If we rewind a few years, we can see what happened when it became ridiculously easy to get a mortgage.  Buying a $650,000 home on a $20,000 income was no problem.  Through the process all the players took their cut and looked the other way.  We see where that got us.

Thankfully, consumers have been holding back on big purchases and reducing credit card debt...a little.  Personally, I despise credit cards but many aspects of American life don't function well without one.  If I had no credit card I couldn't rent a car, book a hotel, buy plane tickets, purchase anything online or over the phone, ....and the list goes on. So I have a credit card....ONE credit card.  I don't need another one.

The big problem I see with credit cards is that they're too easy to use and nobody warns you if you're spending too much.  No alarms, no sirens, no text messages...just swipe and be on your merry way...until its too late.  A non-credit card transaction goes like this...."Boy, I'd really like that new TV. The tag says it's $600. Hmm, I have a gum wrapper, half a movie ticket and $38 bucks in my wallet.  Guess I can't buy it."  End of story.  If you have a credit card..."I really DESERVE that TV.  I'm gonna go for it!
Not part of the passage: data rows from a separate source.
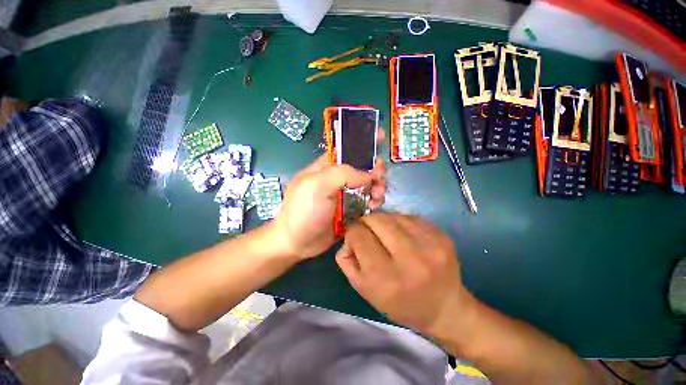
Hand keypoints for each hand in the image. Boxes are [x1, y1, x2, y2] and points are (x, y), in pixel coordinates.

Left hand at [273, 141, 385, 259]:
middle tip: (380, 179)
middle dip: (375, 170)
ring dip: (378, 187)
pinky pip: (368, 200)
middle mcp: (338, 178)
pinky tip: (375, 206)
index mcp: (327, 166)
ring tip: (378, 196)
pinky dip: (375, 201)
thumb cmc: (303, 211)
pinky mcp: (352, 209)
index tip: (380, 137)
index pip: (347, 147)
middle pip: (363, 166)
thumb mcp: (317, 186)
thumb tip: (369, 174)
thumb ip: (343, 174)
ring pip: (369, 184)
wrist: (298, 243)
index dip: (363, 141)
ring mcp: (346, 194)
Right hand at [335, 212, 475, 337]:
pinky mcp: (441, 235)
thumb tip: (348, 237)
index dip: (352, 233)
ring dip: (384, 221)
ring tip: (387, 234)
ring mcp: (429, 244)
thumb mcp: (364, 290)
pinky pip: (410, 216)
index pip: (358, 235)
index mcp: (386, 277)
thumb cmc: (400, 303)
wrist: (445, 308)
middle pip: (376, 219)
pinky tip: (404, 235)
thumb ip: (347, 261)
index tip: (356, 238)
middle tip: (369, 231)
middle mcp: (409, 258)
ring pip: (392, 214)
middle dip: (367, 222)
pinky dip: (400, 222)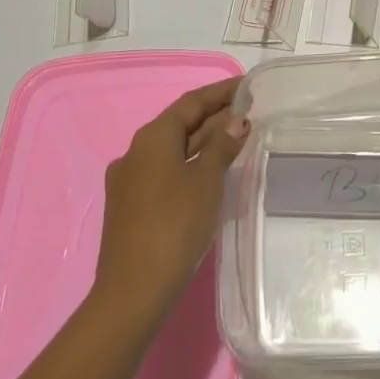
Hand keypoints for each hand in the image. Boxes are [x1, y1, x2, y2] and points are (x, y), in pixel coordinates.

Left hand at [93, 79, 248, 319]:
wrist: (133, 292)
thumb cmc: (174, 225)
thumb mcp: (207, 180)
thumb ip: (222, 145)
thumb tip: (236, 120)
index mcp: (152, 137)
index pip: (191, 102)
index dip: (221, 92)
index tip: (247, 86)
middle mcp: (135, 152)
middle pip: (181, 124)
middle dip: (214, 117)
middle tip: (249, 112)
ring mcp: (130, 181)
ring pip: (173, 150)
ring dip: (204, 141)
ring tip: (237, 138)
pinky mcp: (130, 206)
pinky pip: (166, 171)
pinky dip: (191, 164)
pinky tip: (211, 173)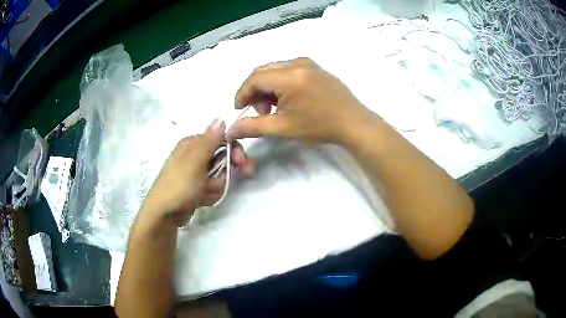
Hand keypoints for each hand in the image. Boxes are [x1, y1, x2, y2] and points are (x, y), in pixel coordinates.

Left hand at [137, 119, 253, 227]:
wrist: (165, 214)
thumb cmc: (179, 185)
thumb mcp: (195, 161)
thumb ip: (209, 141)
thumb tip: (220, 118)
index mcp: (192, 144)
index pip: (222, 140)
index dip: (234, 151)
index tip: (242, 164)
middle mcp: (194, 154)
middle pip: (222, 158)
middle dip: (224, 174)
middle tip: (224, 182)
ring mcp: (195, 172)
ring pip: (219, 175)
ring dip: (216, 186)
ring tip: (204, 194)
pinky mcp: (197, 186)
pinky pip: (212, 186)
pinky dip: (210, 194)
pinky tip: (201, 199)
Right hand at [229, 58, 374, 144]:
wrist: (353, 123)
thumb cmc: (319, 126)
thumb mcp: (283, 128)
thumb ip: (254, 127)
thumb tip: (231, 130)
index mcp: (290, 76)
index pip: (254, 78)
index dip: (242, 93)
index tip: (239, 109)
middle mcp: (297, 63)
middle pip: (263, 71)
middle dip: (254, 90)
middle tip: (259, 110)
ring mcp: (308, 63)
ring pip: (275, 69)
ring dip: (267, 86)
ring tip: (274, 107)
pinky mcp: (315, 67)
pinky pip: (288, 69)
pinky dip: (280, 82)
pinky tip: (287, 98)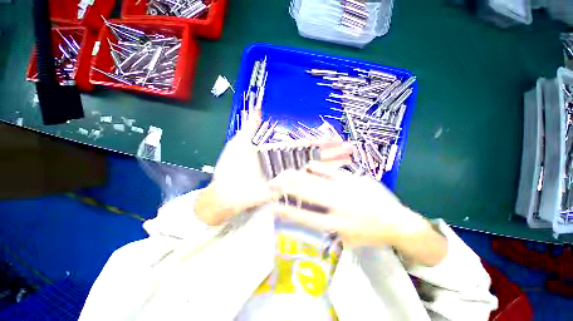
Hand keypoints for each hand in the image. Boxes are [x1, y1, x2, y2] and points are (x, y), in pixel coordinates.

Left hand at [195, 113, 354, 225]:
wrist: (224, 191)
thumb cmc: (230, 166)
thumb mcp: (240, 142)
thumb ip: (250, 127)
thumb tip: (256, 109)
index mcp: (277, 151)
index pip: (301, 144)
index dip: (317, 141)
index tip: (333, 137)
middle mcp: (285, 164)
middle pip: (311, 156)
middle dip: (330, 152)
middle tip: (348, 147)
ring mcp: (286, 177)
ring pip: (311, 169)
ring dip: (329, 164)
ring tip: (347, 159)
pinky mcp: (284, 190)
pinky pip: (303, 185)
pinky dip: (317, 181)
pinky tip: (331, 177)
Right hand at [269, 162, 431, 248]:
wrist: (397, 221)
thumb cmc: (370, 234)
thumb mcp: (347, 240)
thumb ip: (327, 230)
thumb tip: (309, 217)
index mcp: (336, 224)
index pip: (305, 217)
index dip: (287, 211)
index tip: (272, 205)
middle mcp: (337, 204)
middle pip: (306, 192)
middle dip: (286, 186)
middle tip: (273, 182)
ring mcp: (345, 188)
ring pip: (315, 179)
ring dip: (297, 175)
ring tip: (285, 173)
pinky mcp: (353, 178)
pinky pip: (330, 170)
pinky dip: (317, 167)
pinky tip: (308, 165)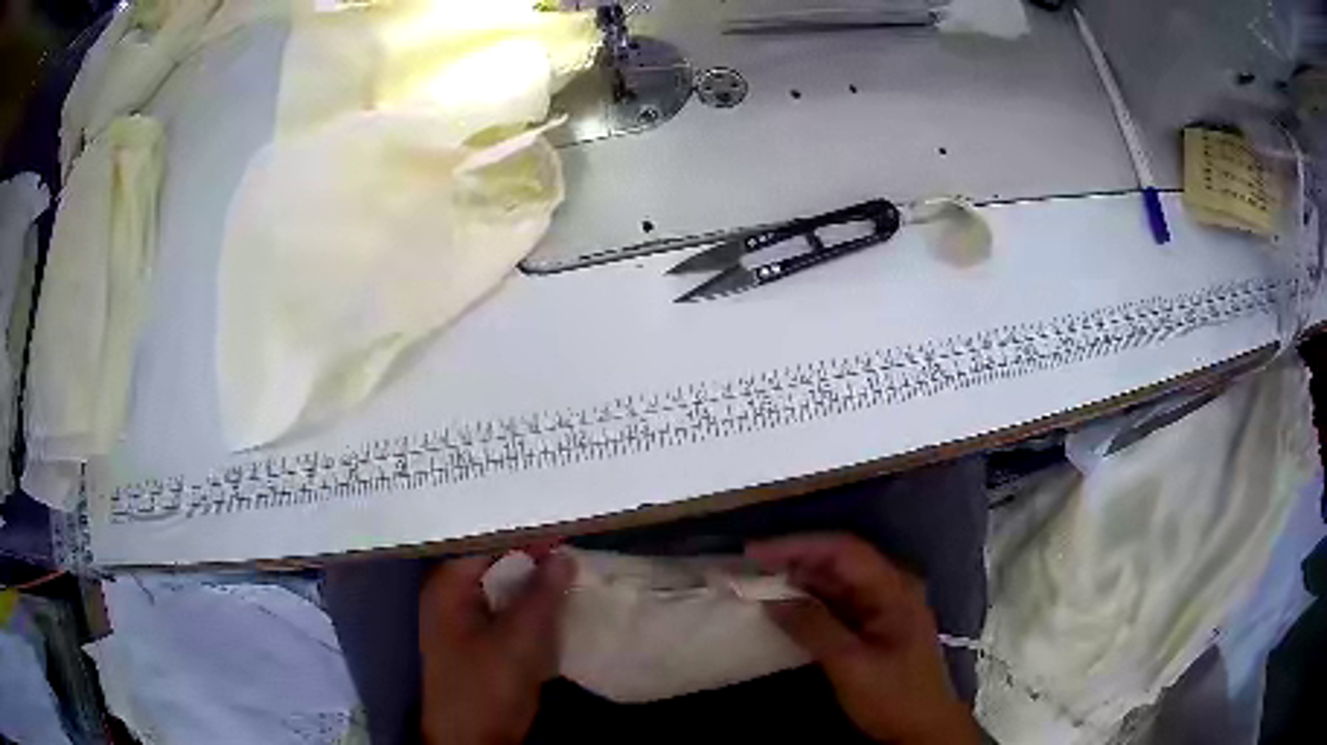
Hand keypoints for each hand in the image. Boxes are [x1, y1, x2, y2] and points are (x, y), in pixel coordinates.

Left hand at [418, 552, 573, 744]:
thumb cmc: (486, 687)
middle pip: (495, 564)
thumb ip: (542, 594)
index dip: (524, 533)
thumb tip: (563, 555)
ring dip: (536, 583)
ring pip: (506, 589)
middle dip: (533, 556)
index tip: (562, 524)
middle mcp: (452, 596)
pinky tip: (559, 601)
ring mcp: (466, 620)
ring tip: (573, 565)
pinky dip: (533, 606)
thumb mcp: (518, 639)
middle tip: (573, 541)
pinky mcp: (483, 642)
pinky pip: (510, 612)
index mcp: (448, 586)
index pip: (487, 542)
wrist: (473, 740)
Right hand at [747, 533, 981, 744]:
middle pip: (841, 560)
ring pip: (838, 581)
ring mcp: (885, 606)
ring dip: (802, 579)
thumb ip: (814, 627)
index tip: (756, 553)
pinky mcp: (876, 625)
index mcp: (894, 589)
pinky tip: (787, 605)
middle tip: (751, 566)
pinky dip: (812, 601)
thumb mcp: (851, 664)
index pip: (844, 550)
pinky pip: (840, 602)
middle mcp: (891, 588)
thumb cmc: (893, 695)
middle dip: (796, 559)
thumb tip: (773, 600)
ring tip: (761, 582)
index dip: (799, 545)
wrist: (924, 727)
I'll just put it on my card."  It isn't until three weeks later after you've been watching everything in glorious high def that the bill comes in.  "Aw, snap!  I don't get paid for two weeks.  I'll just pay the minimum for now."  Curtain rises....enter the accrued-interest-on-average-daily-balance fairy....

Although credit cards were around when I was young, society encouraged more of a cash-and-carry policy. If you didn't have the money, you didn't buy it.  Even if you did have the money, it wasn't uncommon to pull out your wad and count off the bills required to finalize the transaction.  If the proposed post-purchase cash wad was now too small, the potential purchase might be shelved.  The counting of the cash provided us a reminder...a reference point to truly measure the cost of a purchase.  Now, a purchase is just a card and a signature.  There's no reference point....no pile of currency to be handed over.  Be the purchase for $2 or $2,000, there's only the card.  Visa wants it that way.
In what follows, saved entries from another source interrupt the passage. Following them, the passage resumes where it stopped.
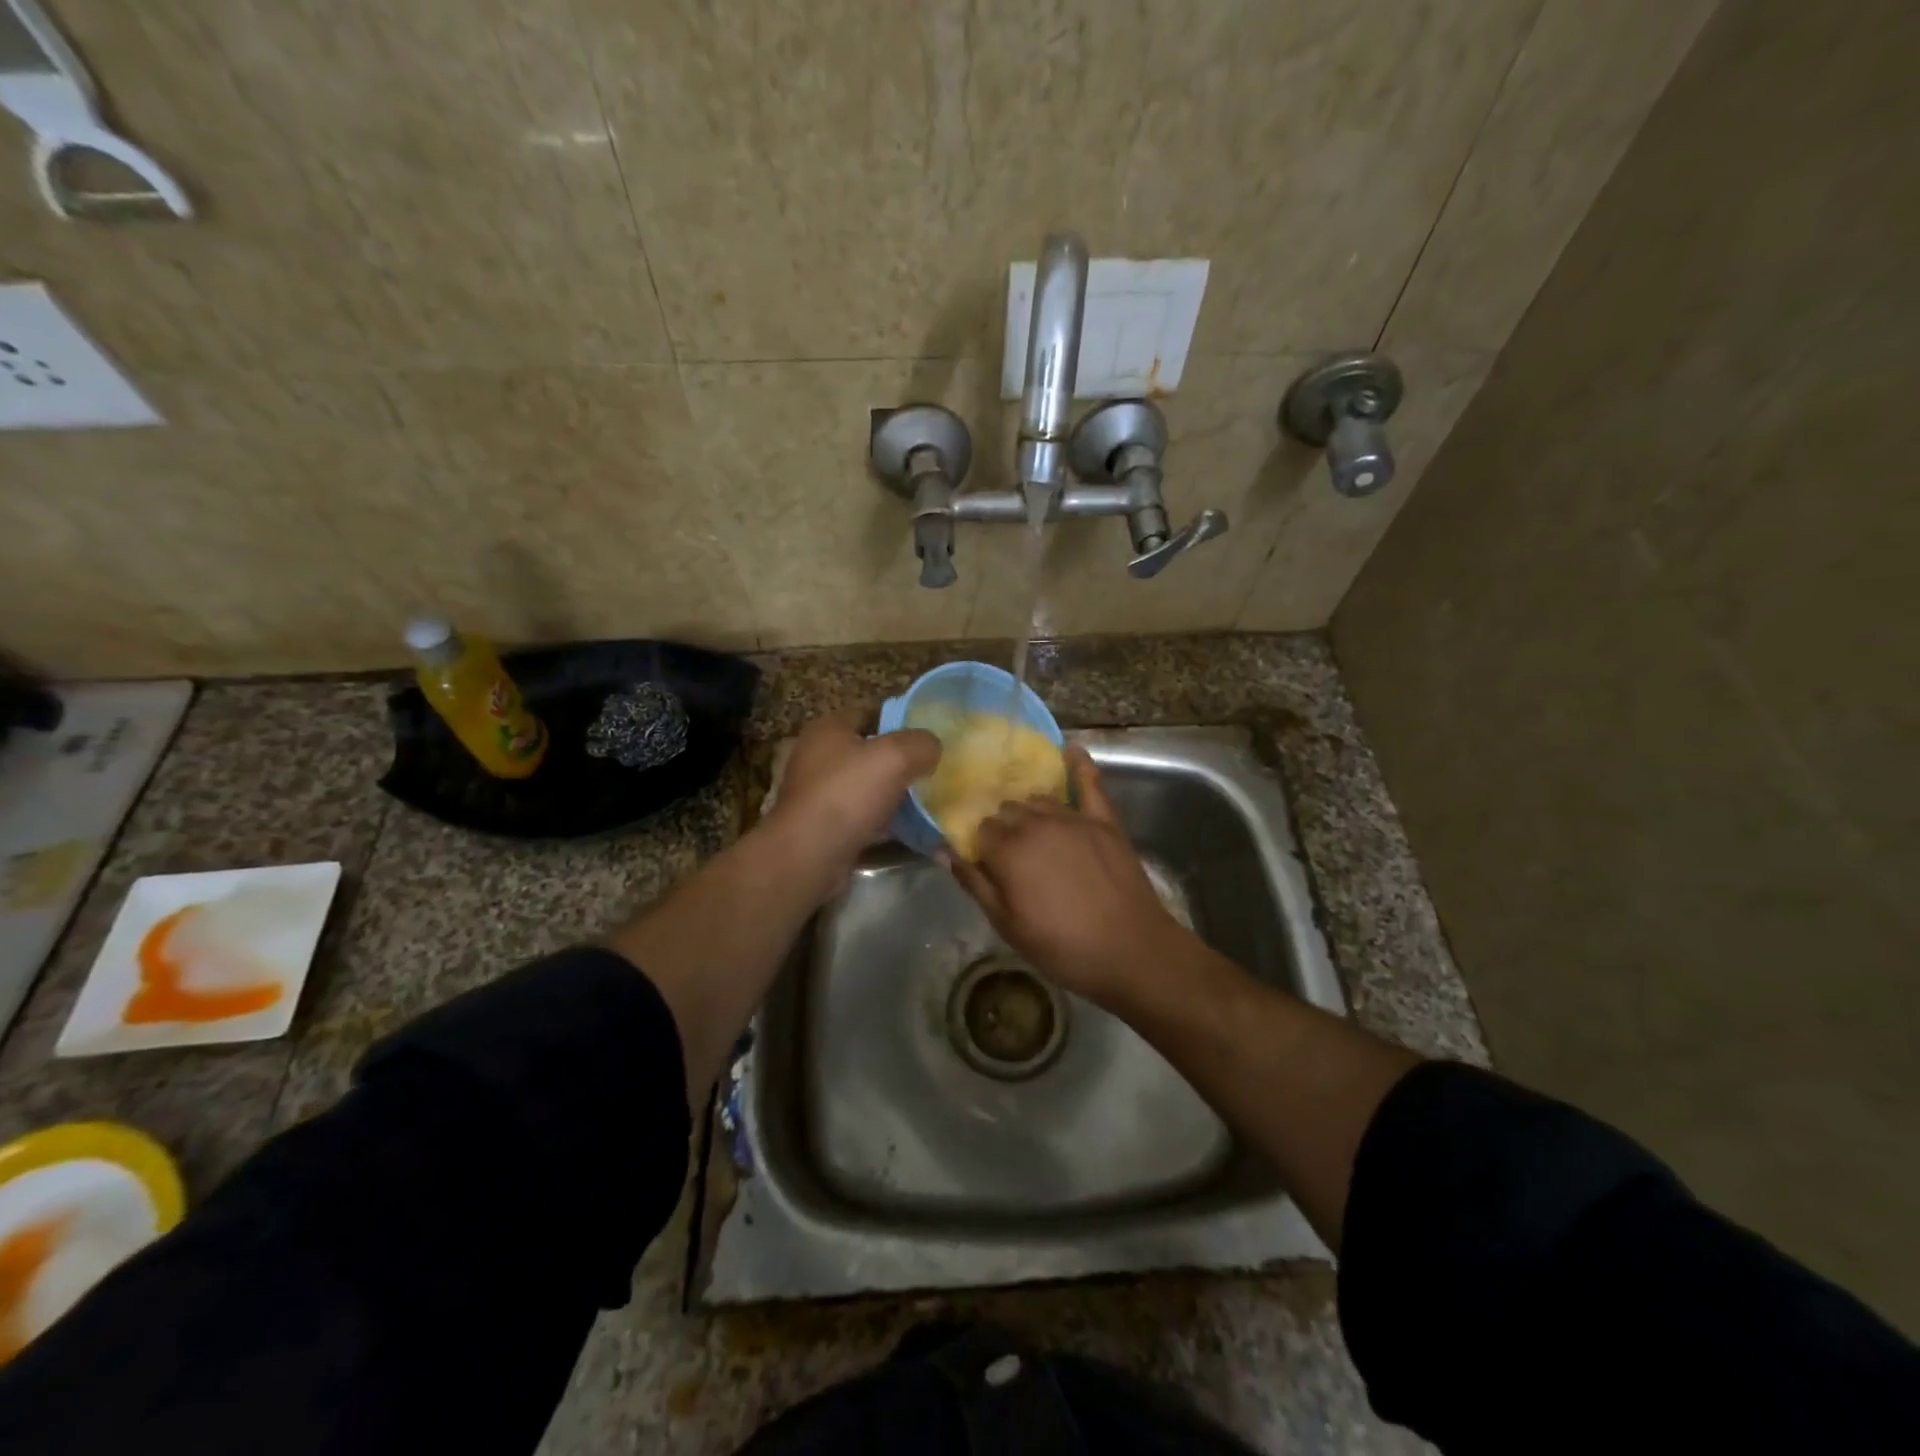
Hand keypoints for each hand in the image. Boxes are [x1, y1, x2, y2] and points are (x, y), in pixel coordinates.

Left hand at [763, 708, 939, 898]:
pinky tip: (917, 833)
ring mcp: (822, 794)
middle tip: (935, 769)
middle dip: (903, 762)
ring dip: (898, 796)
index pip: (871, 712)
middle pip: (872, 752)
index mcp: (829, 729)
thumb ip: (921, 743)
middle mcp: (820, 757)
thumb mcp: (895, 756)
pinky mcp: (827, 827)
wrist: (809, 856)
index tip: (931, 735)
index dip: (902, 720)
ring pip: (871, 788)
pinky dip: (890, 824)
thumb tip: (932, 747)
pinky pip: (867, 819)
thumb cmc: (847, 794)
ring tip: (932, 802)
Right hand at [947, 747, 1187, 1006]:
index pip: (980, 829)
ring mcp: (1073, 818)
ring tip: (1032, 830)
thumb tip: (943, 850)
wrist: (1130, 951)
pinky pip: (1090, 783)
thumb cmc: (1062, 946)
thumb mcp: (1007, 925)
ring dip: (1030, 810)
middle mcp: (1036, 823)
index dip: (980, 846)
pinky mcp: (1104, 820)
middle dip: (1002, 827)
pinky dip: (1080, 764)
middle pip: (1007, 810)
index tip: (984, 862)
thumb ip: (974, 882)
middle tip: (1009, 854)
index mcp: (1008, 850)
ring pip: (1038, 799)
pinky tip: (1071, 749)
When I go to restaurant with friends, I screw everything up.  The cash underneath the four credit cards is always mine.  I count it out and I'm done.  No paperwork or bills to contend with later.  My friends ask "Why are you paying cash?"  It's as if cash is now only used for special occasions....like trips to the strip club or playing three-card-monty on the street.  Wouldn't want to use it all up, would I?  I'd have none left for debauched activities.  Sophisticated grown-ups use credit cards...right?  I guess that's where we're headed.  Using cash makes me feel like a gangster anyway.  "Don worree'bout it yooz guys.  I got plenty a cash."  The only thing that would make that statement sound better is if I had a big fat Cohiba clenched between my teeth when I said it.  Seriously, though....cash isn't all that bad.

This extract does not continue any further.